Mais recentemente, os processos sobre indenizações relativas aos rompimentos das barragens de Mariana e Brumadinho, ambas em Minas Gerais, também envolveram pedidos estruturais. Os dois casos geraram acordos de reparação dos danos aos atingidos — o primeiro está na reta final de negociação, enquanto o segundo foi assinado em 2021.
Mas o processo estrutural não é exclusivo para questões ambientais. Nos últimos anos, o Supremo Tribunal Federal tem aplicado técnicas estruturais para solucionar diversos casos.
A gestão do atual presidente da corte, ministro Luís Roberto Barroso, até criou um Núcleo de Processos Estruturais e Complexos (Nupec) para acompanhá-los, participar de reuniões e elaborar pareceres e notas técnicas.

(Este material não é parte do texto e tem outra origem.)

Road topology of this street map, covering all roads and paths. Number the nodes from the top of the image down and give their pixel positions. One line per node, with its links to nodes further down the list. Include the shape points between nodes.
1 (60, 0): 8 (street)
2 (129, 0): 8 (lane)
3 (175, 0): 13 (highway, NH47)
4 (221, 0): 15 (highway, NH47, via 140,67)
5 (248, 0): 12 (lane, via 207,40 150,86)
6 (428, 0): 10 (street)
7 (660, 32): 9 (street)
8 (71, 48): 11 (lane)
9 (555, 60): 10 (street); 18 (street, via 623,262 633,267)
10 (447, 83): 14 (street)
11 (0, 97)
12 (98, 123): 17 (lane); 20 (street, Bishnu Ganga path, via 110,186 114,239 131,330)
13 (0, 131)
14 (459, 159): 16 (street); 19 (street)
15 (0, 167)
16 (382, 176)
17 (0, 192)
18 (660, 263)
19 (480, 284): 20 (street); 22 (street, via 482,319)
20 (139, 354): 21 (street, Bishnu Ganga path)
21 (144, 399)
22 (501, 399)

A Arguição de Descumprimento de Preceito Fundamental (ADPF) 347 — na qual o Plenário reconheceu o estado de coisas inconstitucional do sistema prisional brasileiro, devido às inúmeras violações de direitos humanos — está dentro do escopo do processo estrutural.
Os ministros determinaram, no último ano, a elaboração de planos nacionais, estaduais e do Distrito Federal, em conjunto com o Conselho Nacional de Justiça, para solucionar os problemas envolvendo os presídios. Outras medidas estabelecidas foram a liberação de recursos do Fundo Nacional Penitenciário e a aplicação de penas alternativas à prisão.

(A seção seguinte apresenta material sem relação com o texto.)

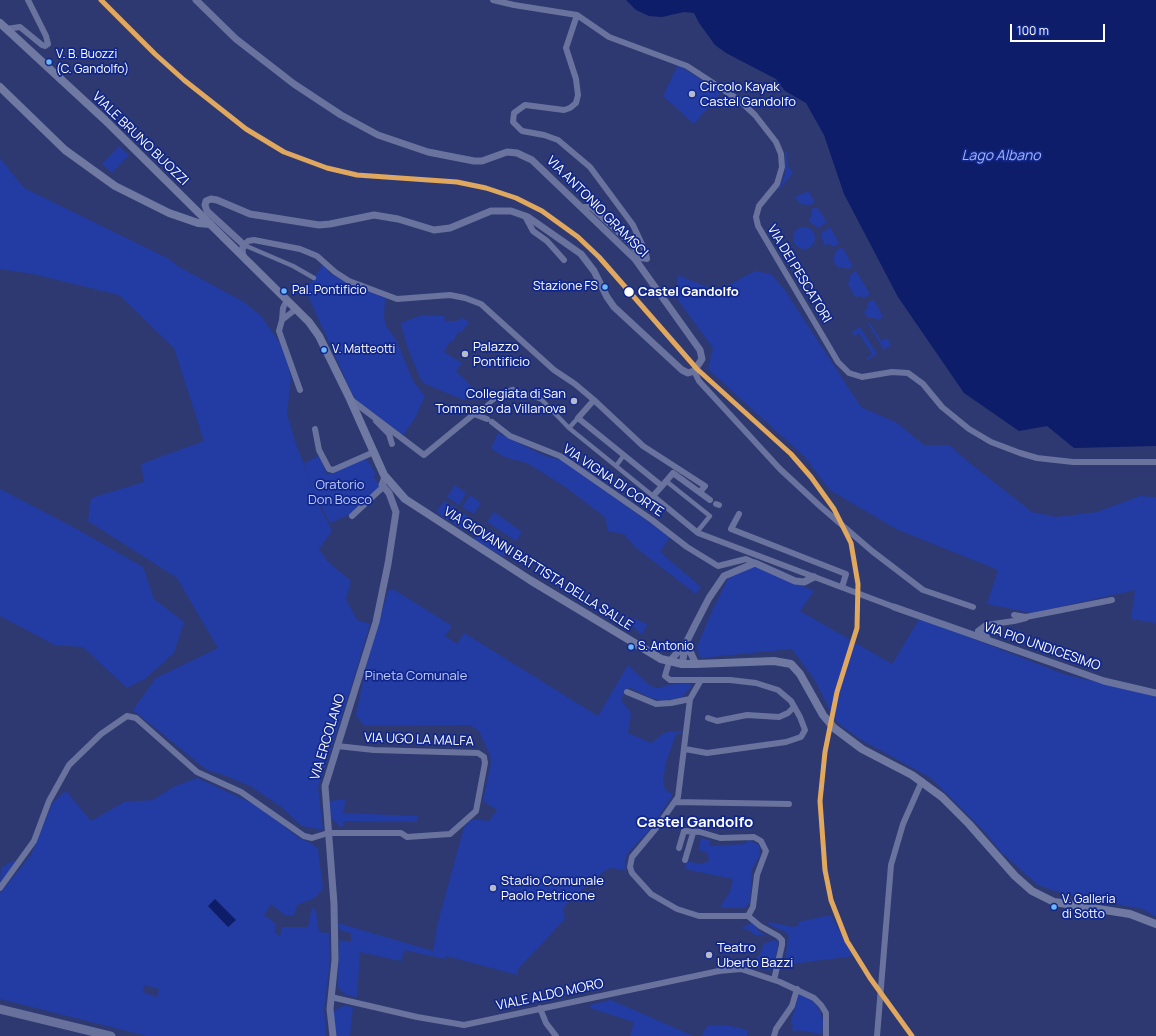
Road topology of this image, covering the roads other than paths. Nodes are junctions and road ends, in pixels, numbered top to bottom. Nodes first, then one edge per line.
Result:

“Não adianta dar uma ordem judicial dizendo: ‘Façam-se boas prisões’. Isso não se faz assim”, ressalta Vitorelli.
Outras ADPFs tiveram tratamento parecido: a ADPF das Favelas (ADPF 635), na qual o Supremo determinou a criação de um plano de redução da letalidade policial no estado do Rio de Janeiro, especialmente em comunidades; a ADPF 709, em que a corte ordenou a elaboração de um plano para proteção da saúde da população indígena brasileira e a expulsão de invasores das suas terras; e a ADPF 742, na qual foi determinada a criação de um plano de combate à Covid-19 específico para a população quilombola.
A ADPF não é o único tipo de ação no STF que pode ter uma condução estrutural. No último mês de setembro, o Plenário concluiu os julgamentos de recursos extraordinários que definiram critérios sobre os casos excepcionais em que o Judiciário pode determinar o fornecimento de medicamentos não incorporados ao SUS (RE 566.471) e regras de responsabilidade dos entes federativos e competência na Justiça para ações sobre o tema (RE 1.366.243).
Neste último RE, a corte apenas homologou, com alguns ajustes, três acordos feitos entre a União, os estados, o DF e os municípios. Eles são frutos de debates ocorridos em uma comissão especial criada pelo relator, ministro Gilmar Mendes, e composta por representantes dos entes federativos e da sociedade civil.
O fornecimento de medicamentos é um dos assuntos mais complexos e polêmicos do Judiciário brasileiro, pois afeta dezenas de milhares de processos e tem forte impacto nas contas públicas e decisões do Executivo.
Moderação na intervenção
Algumas das preocupações mais recorrentes sobre o processo estrutural envolvem os limites da intervenção judicial em políticas públicas. Críticos do modelo apontam riscos de um maior “ativismo judicial”, que extrapolaria a competência dos magistrados e violaria a separação de poderes ao “substituir” o Legislativo e o Executivo.
Porém, para Arenhart, essa é “a crítica mais errada” possível, “porque a função do processo estrutural é justamente evitar que isso aconteça”.
Segundo o procurador, o processo estrutural é “uma forma de autocontenção da função jurisdicional, para evitar um excesso na atividade do juiz”. O magistrado, em vez de decidir tudo, estimula o diálogo e busca soluções com os envolvidos.
Vitorelli também ressalta que o ativismo é o oposto do que o mecanismo propõe: “Quem acha que isso realmente é um problema deveria ser um defensor ardoroso do processo estrutural”.
O desembargador afirma que o processo estrutural serve para moderar a intervenção judicial, e não para reforçá-la: “É um modelo de processo muito menos duro e menos interventivo do que se faz tradicionalmente”.